GOAL OF THE EXERCISE:
Would you please write out only the lines running from the top of the listing through the one holding "font-size:18px; color:#0e0c05; font-weight:700", exactly, with both ends kept and pictures left out?

*** EXTRACTED RECORDS Section Begins ***

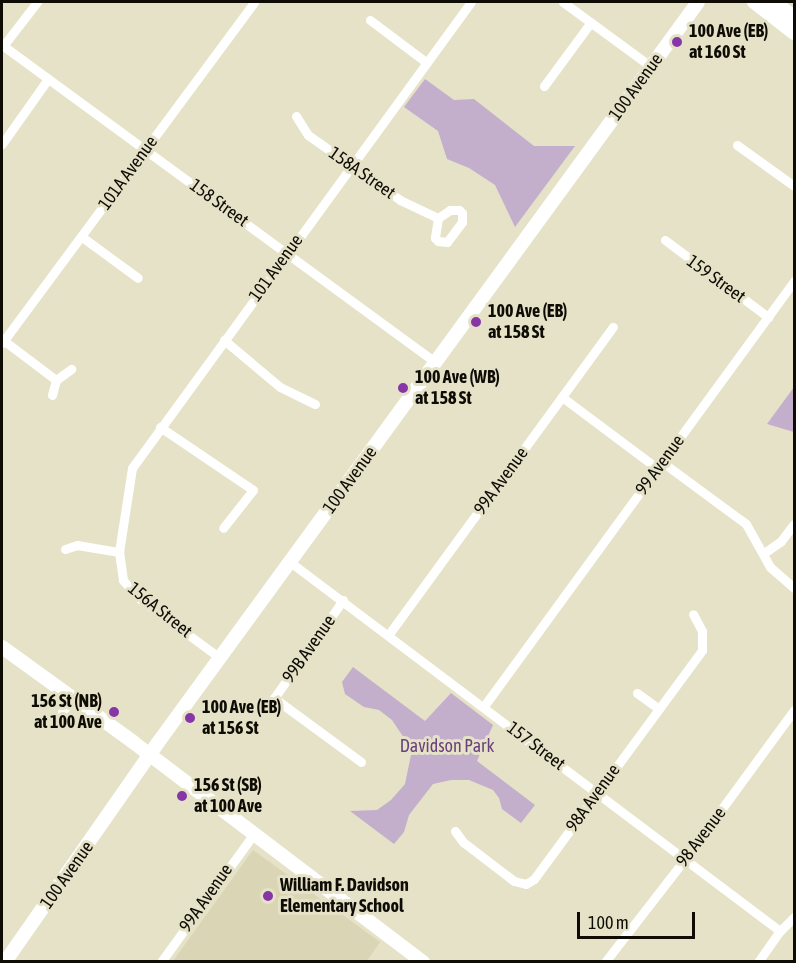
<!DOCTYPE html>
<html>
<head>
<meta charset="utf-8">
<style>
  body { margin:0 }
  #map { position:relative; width:796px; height:963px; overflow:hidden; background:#e5e2c8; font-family:"Asap Condensed",sans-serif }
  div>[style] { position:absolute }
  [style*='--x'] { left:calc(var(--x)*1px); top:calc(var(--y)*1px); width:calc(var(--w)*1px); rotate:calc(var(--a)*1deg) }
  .built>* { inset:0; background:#dad5b4 }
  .green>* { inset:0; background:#c3afcc }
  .minor>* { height:9px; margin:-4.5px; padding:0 4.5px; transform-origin:4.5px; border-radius:4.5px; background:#fff }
  .secondary>* { height:14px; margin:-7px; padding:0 7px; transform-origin:7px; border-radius:7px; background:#fff }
  .dots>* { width:16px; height:16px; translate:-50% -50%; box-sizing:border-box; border:3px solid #e5e2c8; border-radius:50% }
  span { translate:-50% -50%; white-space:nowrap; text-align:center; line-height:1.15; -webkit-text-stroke:6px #e5e2c8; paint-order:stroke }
  .poi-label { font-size:18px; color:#0e0c05; font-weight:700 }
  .left { translate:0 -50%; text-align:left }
  .right { translate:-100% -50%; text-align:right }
  .street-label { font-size:18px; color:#0e0c05 }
  .park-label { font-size:18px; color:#6b417d }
  .frame { position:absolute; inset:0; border:3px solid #0e0c05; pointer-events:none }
  .scale { position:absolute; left:577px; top:912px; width:118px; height:27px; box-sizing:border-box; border:3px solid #0e0c05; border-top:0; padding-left:8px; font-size:18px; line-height:21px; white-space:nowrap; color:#0e0c05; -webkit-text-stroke:4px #e5e2c8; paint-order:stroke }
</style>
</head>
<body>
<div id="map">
  <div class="built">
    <div style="clip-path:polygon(253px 850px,380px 942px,367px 961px,173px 961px)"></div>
  </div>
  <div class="green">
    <div style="clip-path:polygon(425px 79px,454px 100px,474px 99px,534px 146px,575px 146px,515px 227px,495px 185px,469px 168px,447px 159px,438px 131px,404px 107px)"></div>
    <div style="clip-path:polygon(794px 387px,794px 432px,767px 424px)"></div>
    <div style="clip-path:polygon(353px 667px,425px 721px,451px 693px,493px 725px,477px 761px,535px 805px,521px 823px,502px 809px,499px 798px,493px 790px,469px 780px,451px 780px,433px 784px,409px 815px,404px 832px,394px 844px,350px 811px,377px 810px,391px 800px,405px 784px,412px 750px,392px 720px,379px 710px,364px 707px,345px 694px,342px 682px)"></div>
  </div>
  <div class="minor">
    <div style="--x:563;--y:2;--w:108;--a:36.3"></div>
    <div style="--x:370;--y:20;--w:70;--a:36.9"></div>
    <div style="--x:2;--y:45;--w:537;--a:36.21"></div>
    <div style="--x:3;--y:46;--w:56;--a:-52.3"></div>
    <div style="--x:544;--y:86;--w:79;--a:-53.7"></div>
    <div style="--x:296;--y:116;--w:22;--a:58"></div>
    <div style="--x:308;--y:135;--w:113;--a:35.2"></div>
    <div style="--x:400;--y:200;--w:42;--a:25.3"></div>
    <div style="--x:438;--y:218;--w:20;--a:99"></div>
    <div style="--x:435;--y:238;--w:4;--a:45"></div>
    <div style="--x:438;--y:241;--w:9;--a:6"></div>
    <div style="--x:447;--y:242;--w:25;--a:-53"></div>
    <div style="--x:462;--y:222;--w:9;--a:-90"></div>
    <div style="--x:462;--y:213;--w:4;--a:-135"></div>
    <div style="--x:459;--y:210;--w:9;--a:180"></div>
    <div style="--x:450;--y:210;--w:14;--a:146"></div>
    <div style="--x:2;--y:144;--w:80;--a:-54.7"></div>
    <div style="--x:737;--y:145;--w:70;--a:35.7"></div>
    <div style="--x:82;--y:237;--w:69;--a:36.2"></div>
    <div style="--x:665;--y:240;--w:129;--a:36.8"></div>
    <div style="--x:3;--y:340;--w:66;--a:37"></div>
    <div style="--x:224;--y:340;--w:73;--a:40"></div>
    <div style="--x:280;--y:387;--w:39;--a:26"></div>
    <div style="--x:2;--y:343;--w:424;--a:-53.5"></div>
    <div style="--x:52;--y:395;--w:16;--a:-75"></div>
    <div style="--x:56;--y:380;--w:19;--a:-36"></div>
    <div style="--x:562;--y:397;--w:119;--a:36.8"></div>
    <div style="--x:160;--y:427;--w:112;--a:34.1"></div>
    <div style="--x:253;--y:490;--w:48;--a:128.3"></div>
    <div style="--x:662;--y:462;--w:104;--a:36.4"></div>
    <div style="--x:746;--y:524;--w:49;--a:60.8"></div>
    <div style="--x:770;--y:567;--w:32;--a:41"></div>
    <div style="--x:65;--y:549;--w:13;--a:-18"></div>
    <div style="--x:77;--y:545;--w:43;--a:9.5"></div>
    <div style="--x:764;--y:553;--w:21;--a:-35"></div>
    <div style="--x:781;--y:541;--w:21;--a:-53"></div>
    <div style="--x:290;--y:562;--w:613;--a:36.98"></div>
    <div style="--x:343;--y:600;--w:120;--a:125.1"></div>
    <div style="--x:274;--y:698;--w:108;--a:36.3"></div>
    <div style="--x:389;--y:634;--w:380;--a:-53.9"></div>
    <div style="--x:220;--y:658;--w:99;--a:-143.6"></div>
    <div style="--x:140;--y:599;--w:25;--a:-132"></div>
    <div style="--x:123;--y:580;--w:28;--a:-98"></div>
    <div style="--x:119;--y:552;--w:85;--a:-81.2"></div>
    <div style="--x:132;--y:468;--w:576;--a:-53.97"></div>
    <div style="--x:637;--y:693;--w:27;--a:36"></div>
    <div style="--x:484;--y:706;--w:526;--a:-53.89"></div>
    <div style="--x:62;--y:712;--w:17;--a:-54"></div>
    <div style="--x:455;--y:831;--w:14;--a:54"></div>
    <div style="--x:463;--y:842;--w:64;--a:37.4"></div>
    <div style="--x:514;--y:881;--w:12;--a:14"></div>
    <div style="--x:526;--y:884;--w:9;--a:-32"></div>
    <div style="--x:534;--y:879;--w:284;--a:-53.7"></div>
    <div style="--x:702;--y:650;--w:19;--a:-90"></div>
    <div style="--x:702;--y:631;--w:19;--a:-118"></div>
    <div style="--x:161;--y:962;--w:157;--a:-54.1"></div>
    <div style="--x:605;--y:962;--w:130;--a:-52.2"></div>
    <div style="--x:685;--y:859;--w:185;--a:-53.8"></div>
    <div style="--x:758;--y:962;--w:38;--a:-55"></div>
    <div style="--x:780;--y:931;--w:20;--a:-45"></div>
  </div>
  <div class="secondary">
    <div style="--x:754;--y:2;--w:51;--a:37.8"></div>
    <div style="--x:774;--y:2;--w:25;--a:37"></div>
    <div style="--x:2;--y:647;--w:162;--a:35.9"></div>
    <div style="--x:133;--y:742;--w:364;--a:37.2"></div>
    <div style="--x:5;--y:962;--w:266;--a:-55.1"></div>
    <div style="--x:157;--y:744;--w:918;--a:-53.9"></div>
  </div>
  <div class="dots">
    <div style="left:677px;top:42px;background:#8736a6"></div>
    <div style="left:476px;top:322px;background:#8736a6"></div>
    <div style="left:403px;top:388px;background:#8736a6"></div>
    <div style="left:114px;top:712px;background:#8736a6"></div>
    <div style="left:190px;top:718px;background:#8736a6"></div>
    <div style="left:182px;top:796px;background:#8736a6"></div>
    <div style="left:268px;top:896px;background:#8736a6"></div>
  </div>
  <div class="poi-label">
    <span class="left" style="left:689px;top:42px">100 Ave (EB)<br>at 160 St</span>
    <span class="left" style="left:488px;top:322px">100 Ave (EB)<br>at 158 St</span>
    <span class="left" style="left:415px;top:388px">100 Ave (WB)<br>at 158 St</span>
    <span class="right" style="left:102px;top:712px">156 St (NB)<br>at 100 Ave</span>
    <span class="left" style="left:202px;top:718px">100 Ave (EB)<br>at 156 St</span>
    <span class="left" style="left:194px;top:796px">156 St (SB)<br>at 100 Ave</span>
    <span class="left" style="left:280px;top:896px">William F. Davidson<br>Elementary School</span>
  </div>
  <div class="street-label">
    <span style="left:636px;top:87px;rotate:-54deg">100 Avenue</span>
    <span style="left:128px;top:173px;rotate:-54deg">101A Avenue</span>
    <span style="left:362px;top:173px;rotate:35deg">158A Street</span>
    <span style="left:219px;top:203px;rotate:36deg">158 Street</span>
    <span style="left:276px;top:268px;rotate:-54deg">101 Avenue</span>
    <span style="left:716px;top:279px;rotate:36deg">159 Street</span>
    <span style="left:660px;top:465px;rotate:-54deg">99 Avenue</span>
    <span style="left:350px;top:480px;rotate:-54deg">100 Avenue</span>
    <span style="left:501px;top:481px;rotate:-54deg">99A Avenue</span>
    <span style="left:160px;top:610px;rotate:39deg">156A Street</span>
    <span style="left:309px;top:649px;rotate:-55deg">99B Avenue</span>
    <span style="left:536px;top:746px;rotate:37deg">157 Street</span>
    <span style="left:593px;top:798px;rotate:-54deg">98A Avenue</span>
    <span style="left:701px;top:837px;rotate:-53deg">98 Avenue</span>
    <span style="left:67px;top:875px;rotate:-55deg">100 Avenue</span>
    <span style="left:206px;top:898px;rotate:-55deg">99A Avenue</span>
  </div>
  <div class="park-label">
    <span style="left:447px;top:746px">Davidson Park</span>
  </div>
  <div class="frame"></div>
  <div class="scale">100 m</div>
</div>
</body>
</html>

*** EXTRACTED RECORDS Section Ends ***

EXERCISE ANSWER:
<!DOCTYPE html>
<html>
<head>
<meta charset="utf-8">
<style>
  body { margin:0 }
  #map { position:relative; width:796px; height:963px; overflow:hidden; background:#e5e2c8; font-family:"Asap Condensed",sans-serif }
  div>[style] { position:absolute }
  [style*='--x'] { left:calc(var(--x)*1px); top:calc(var(--y)*1px); width:calc(var(--w)*1px); rotate:calc(var(--a)*1deg) }
  .built>* { inset:0; background:#dad5b4 }
  .green>* { inset:0; background:#c3afcc }
  .minor>* { height:9px; margin:-4.5px; padding:0 4.5px; transform-origin:4.5px; border-radius:4.5px; background:#fff }
  .secondary>* { height:14px; margin:-7px; padding:0 7px; transform-origin:7px; border-radius:7px; background:#fff }
  .dots>* { width:16px; height:16px; translate:-50% -50%; box-sizing:border-box; border:3px solid #e5e2c8; border-radius:50% }
  span { translate:-50% -50%; white-space:nowrap; text-align:center; line-height:1.15; -webkit-text-stroke:6px #e5e2c8; paint-order:stroke }
  .poi-label { font-size:18px; color:#0e0c05; font-weight:700 }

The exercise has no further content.